Berdine then presents Duchess Lumholtz to Richard. He is so attracted to her that he doubts control of his own actions and agrees to let her stay in the palace as a guest and to protect her from the mriswith if she will surrender Kelton.

Meanwhile, Warren discovers that he is a prophet, and when pronounces his first prophecy, in which he speaks of a "false prelate" and the "end the Palace of the Prophets." Together, Verna and Warren decide to find out why gravediggers were hired at the Palace of the Prophets.

Richard, now under the spell surrounding the Duchess Cathryn Lumholtz, is able to organize and carry out the public ceremony in which Kelton surrenders totally to D'Hara.

Ulicia and five other Sisters of the Dark arrive at the residence of Emperor Jagang where they discover that a large number of Sisters of Light and Dark are Jagang's and that he has bent them to his will using his dreamwalking. Ulicia and the five sisters unite their Han to destroy him. The Emperor effortlessly defends against the Sisters' attack because he has already made them into slaves, promising them agony if they use magic without his direct order. He then hands the sisters over to a bunch of sailors to rape, save for Merissa who he keeps as his new favorite after he kills Christabel as an example.

At the Confessors' Palace, Richard manages to retire to his room for the night in an attempt to escape the tempting Duchess Lumholtz. Soon after she enters his room eager to have sex with him, Richard realizes that something is wrong and uses his magic to see the nature of the spell cast on the Duchess. He realizes that she is about to stab him and barely manages to escape the attack. A mriswith enters the room and cuts Cathryn in half, telling Richard that he came to save him because he is a "skin brother." Baffled, Richard observes that there is something strange about Cathryn's left breast. He licks his finger and erases the paint, making him realize that the nipple was missing. He senses that this is tied to the spell that changed the behavior of the now dead Duchess. He has Egin roll up Cathryn's corpse in a carpet and take it away. Lord Rahl calls the three Mord-Sith and orders them to take their tops off. This reveals that Berdine, the Mord-Sith who threatened him with Agiel the previous day, has the same mutilation. Trying to save Berdine, Richard lets her hit him with the Agiel in order to prove that the magical link with the House of Rahl is the most powerful spell. Because the magical bond with Lord Rahl prevents Berdine from killing Richard if he does not try to defend himself, the woman is eventually destroyed by the pain of magic and begs Richard to kill her. Instead he saves her which erases the possession spell. Stunned by Richard's altruistic behavior, the three Mord-Sith swear their loyalty again.

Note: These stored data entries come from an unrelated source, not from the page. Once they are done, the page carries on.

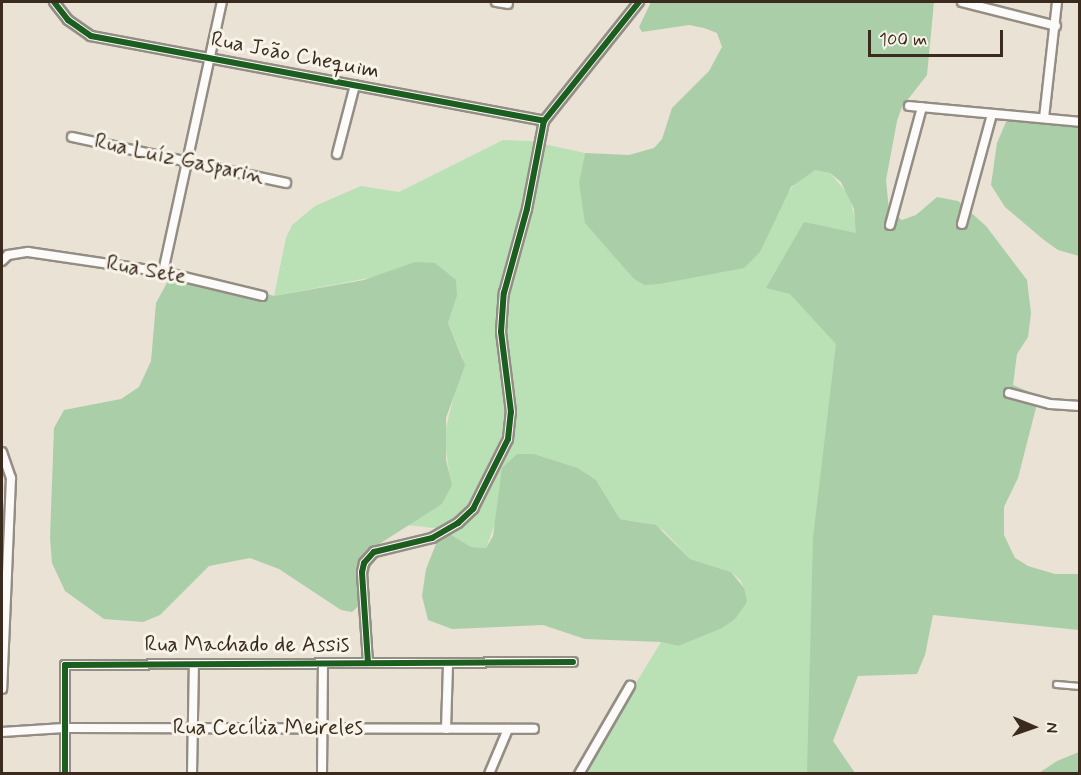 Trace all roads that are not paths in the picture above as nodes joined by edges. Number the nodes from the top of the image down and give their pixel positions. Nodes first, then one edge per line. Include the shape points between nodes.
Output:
1 (54, 2) edge
2 (222, 2) edge
3 (496, 2) edge
4 (639, 2) edge
5 (962, 2) edge
6 (1057, 2) edge
7 (508, 4) dead end
8 (1056, 26) junction
9 (210, 58) junction
10 (355, 85) junction
11 (909, 106) dead end
12 (922, 107) junction
13 (992, 114) junction
14 (1044, 118) junction
15 (544, 121) junction
16 (1080, 122) edge
17 (72, 137) dead end
18 (337, 154) dead end
19 (188, 162) junction
20 (286, 183) dead end
21 (962, 224) dead end
22 (890, 225) dead end
23 (2, 261) edge
24 (163, 272) junction
25 (262, 296) dead end
26 (1009, 393) dead end
27 (1080, 406) edge
28 (2, 452) edge
29 (573, 662) dead end
30 (368, 663) junction
31 (194, 664) junction
32 (323, 664) junction
33 (448, 664) junction
34 (1056, 684) dead end
35 (630, 686) dead end
36 (1080, 686) edge
37 (3, 689) edge
38 (64, 728) junction
39 (193, 729) junction
40 (446, 729) junction
41 (508, 729) junction
42 (534, 729) dead end
43 (323, 730) junction
44 (2, 732) edge
45 (65, 774) edge
46 (192, 774) edge
47 (322, 774) edge
48 (489, 774) edge
49 (579, 774) edge

1 - 9 street, Rua João Chequim via 68,20 91,36
2 - 9 street
3 - 7 street
4 - 15 street
5 - 8 street
6 - 8 street
8 - 14 street
9 - 10 street, Rua João Chequim
9 - 19 street
10 - 15 street, Rua João Chequim
10 - 18 street
11 - 12 street
12 - 13 street
12 - 22 street
13 - 14 street
13 - 21 street
14 - 16 street
15 - 30 street via 527,209 504,293 501,332 511,412 508,439 473,509 458,523 432,538 374,552 364,563
17 - 19 street, Rua Luíz Gasparin
19 - 20 street, Rua Luíz Gasparin
19 - 24 street
23 - 24 street, Rua Sete via 8,255 28,252
24 - 25 street, Rua Sete
26 - 27 street via 1050,404
28 - 37 street via 11,478
29 - 33 street, Rua Machado de Assis
30 - 32 street, Rua Machado de Assis
30 - 33 street, Rua Machado de Assis
31 - 32 street, Rua Machado de Assis
31 - 38 street, Rua Machado de Assis via 65,665
31 - 39 street
32 - 43 street
33 - 40 street
34 - 36 lane
35 - 49 street
38 - 39 street, Rua Cecília Meireles
38 - 44 street, Rua Cecília Meireles
38 - 45 street
39 - 43 street, Rua Cecília Meireles
39 - 46 street
40 - 41 street, Rua Cecília Meireles
40 - 43 street, Rua Cecília Meireles
41 - 42 street, Rua Cecília Meireles
41 - 48 street
43 - 47 street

At Aydindril, Richard and Berdine enter the Wizard's Keep to search for anything that can help defeat the dreamwalker. Following the directions of a mriswith, they arrive in a room in which they find the mummified body of a magician and a diary. The two take the diary and return to the Confessors' Palace.

The Prelate Verna wakes up in a cell and learns from Sister Leoma that her imprisonment has a specific purpose: Emperor Jagang wants to find out if it is possible to break the magical bond that protects those who are faithful to the Lord Rahl. Sister Leoma has been authorized to torture Verna through the Rada-Han and to use her as a guinea pig.

Richard gets a visit from the commander-in-chief of the Kelton army who says he is very concerned about the fate of his country because the death of the Duchess Lumholtz could cause a bloody war of succession. The general asks Richard to appoint a king for the Keltons and he responds by choosing Kahlan as Queen of Kelton. To the astonishment of Richard, the general and the Mord-Sith knows that Kahlan is the Mother Confessor. Richard then realizes that the spell that protected Kahlan has dissolved. He decides to send his soldiers to look for her.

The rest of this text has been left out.